Start of Extracted records

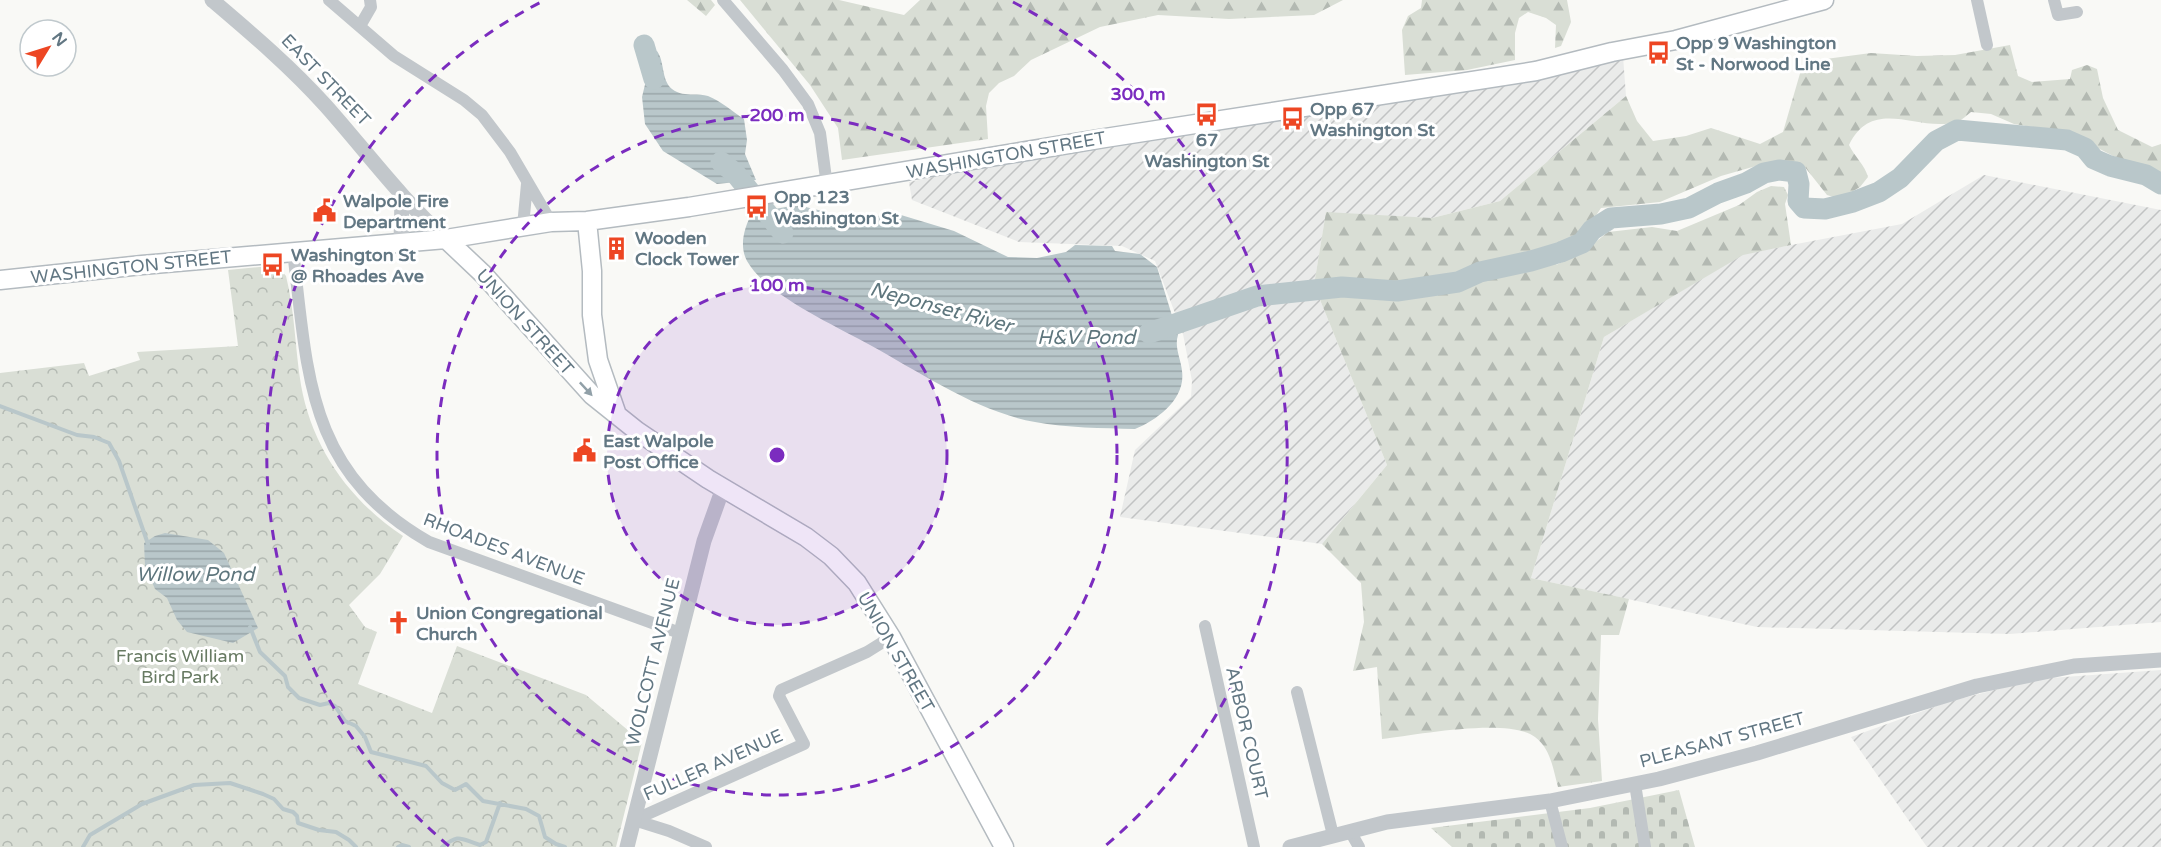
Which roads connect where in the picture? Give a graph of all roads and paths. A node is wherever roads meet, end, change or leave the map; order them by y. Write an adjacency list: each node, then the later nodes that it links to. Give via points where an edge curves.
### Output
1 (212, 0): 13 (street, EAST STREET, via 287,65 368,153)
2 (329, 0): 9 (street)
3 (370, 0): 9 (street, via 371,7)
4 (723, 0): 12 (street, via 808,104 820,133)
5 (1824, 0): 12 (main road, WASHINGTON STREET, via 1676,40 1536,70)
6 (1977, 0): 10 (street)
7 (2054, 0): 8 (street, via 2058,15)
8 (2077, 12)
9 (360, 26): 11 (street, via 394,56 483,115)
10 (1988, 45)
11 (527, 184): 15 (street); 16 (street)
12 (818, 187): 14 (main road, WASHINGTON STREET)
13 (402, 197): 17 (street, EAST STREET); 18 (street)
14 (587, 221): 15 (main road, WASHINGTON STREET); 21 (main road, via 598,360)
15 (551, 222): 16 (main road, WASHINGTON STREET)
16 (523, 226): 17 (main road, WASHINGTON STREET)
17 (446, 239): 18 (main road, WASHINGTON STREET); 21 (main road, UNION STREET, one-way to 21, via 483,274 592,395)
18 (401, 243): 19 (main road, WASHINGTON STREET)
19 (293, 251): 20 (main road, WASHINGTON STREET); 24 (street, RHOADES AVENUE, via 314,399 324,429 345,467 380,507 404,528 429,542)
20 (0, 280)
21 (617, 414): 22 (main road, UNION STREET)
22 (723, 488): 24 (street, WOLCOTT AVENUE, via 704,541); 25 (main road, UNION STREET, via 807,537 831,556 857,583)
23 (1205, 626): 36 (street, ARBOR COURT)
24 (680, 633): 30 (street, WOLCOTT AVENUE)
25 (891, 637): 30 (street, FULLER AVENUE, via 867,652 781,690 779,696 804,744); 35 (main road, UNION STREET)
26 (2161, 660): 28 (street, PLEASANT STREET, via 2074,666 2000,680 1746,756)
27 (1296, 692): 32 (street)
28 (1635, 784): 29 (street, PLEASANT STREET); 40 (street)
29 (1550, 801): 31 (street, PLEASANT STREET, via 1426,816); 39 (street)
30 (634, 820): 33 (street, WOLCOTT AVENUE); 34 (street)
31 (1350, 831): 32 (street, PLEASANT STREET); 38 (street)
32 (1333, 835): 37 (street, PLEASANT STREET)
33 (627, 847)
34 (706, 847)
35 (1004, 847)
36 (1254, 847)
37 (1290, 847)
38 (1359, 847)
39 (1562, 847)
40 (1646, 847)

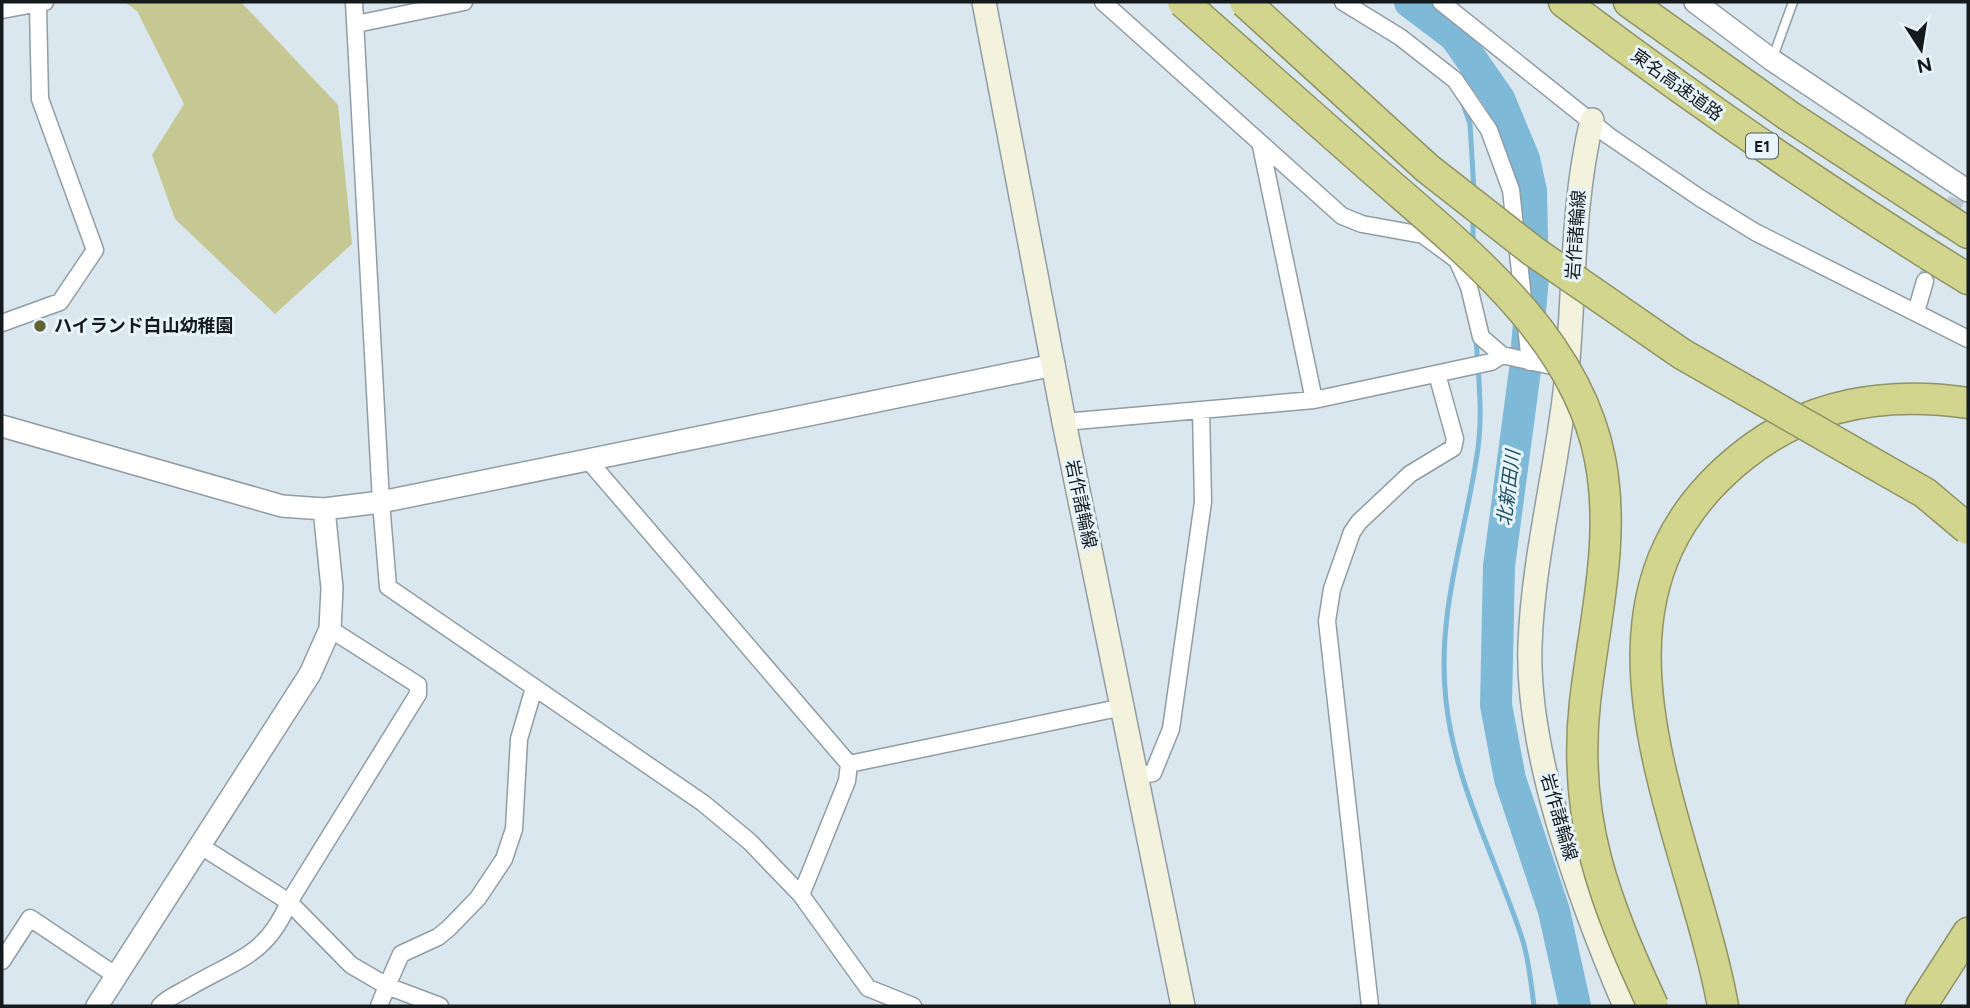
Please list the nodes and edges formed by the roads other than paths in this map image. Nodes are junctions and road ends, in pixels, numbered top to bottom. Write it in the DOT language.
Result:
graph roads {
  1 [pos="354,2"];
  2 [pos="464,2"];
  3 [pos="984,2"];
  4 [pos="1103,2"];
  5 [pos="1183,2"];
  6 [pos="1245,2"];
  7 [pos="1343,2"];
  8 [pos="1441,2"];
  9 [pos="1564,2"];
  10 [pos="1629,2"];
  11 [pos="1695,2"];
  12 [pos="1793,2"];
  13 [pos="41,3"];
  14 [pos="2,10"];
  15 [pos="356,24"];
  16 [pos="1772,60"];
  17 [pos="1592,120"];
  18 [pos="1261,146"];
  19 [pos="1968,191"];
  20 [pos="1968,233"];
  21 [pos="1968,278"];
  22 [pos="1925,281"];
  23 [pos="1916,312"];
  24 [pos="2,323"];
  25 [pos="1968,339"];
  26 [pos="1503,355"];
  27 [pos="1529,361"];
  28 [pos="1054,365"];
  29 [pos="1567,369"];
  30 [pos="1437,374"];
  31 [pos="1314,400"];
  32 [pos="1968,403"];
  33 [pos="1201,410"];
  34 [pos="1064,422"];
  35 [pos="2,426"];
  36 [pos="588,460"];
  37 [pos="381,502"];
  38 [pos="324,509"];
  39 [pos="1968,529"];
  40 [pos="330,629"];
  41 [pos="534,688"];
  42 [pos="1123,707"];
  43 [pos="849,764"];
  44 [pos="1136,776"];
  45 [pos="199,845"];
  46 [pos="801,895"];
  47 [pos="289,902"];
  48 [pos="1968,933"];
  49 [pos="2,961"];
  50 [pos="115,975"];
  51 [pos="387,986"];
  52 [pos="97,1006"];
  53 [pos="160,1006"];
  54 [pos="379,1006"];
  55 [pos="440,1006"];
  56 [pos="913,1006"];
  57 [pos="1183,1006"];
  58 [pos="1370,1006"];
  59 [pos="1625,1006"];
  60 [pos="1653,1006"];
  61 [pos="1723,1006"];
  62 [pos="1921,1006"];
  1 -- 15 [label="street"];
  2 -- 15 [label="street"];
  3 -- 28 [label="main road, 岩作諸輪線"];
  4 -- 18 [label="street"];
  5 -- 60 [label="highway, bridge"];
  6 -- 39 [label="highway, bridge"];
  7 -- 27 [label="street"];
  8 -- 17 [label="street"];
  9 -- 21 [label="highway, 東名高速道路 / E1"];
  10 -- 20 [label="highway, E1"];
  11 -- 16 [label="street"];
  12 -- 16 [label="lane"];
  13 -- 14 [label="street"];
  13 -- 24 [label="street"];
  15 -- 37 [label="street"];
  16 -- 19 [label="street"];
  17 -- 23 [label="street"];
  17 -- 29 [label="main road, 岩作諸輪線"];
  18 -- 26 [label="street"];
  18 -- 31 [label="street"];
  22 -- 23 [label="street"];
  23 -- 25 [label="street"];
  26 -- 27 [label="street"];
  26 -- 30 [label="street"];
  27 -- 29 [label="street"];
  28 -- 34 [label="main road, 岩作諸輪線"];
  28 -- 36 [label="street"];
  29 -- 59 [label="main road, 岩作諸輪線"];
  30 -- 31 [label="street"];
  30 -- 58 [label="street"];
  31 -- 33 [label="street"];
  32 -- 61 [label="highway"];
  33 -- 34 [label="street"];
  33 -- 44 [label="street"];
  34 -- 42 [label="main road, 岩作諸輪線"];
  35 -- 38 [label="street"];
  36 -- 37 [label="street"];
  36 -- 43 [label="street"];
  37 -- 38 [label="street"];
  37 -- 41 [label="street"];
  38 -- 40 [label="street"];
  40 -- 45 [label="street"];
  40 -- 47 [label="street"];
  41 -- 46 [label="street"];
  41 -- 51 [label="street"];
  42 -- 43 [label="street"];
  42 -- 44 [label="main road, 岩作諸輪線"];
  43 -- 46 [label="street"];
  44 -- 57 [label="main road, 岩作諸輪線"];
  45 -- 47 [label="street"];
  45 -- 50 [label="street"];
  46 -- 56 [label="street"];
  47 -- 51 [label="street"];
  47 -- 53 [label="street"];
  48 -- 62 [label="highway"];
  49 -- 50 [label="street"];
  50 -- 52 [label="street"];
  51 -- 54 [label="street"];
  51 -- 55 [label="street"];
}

End of Extracted records

#### [Problem details]
Would you count the lines in the entries that hold "list" and reply with only the count?

#### [Result]
2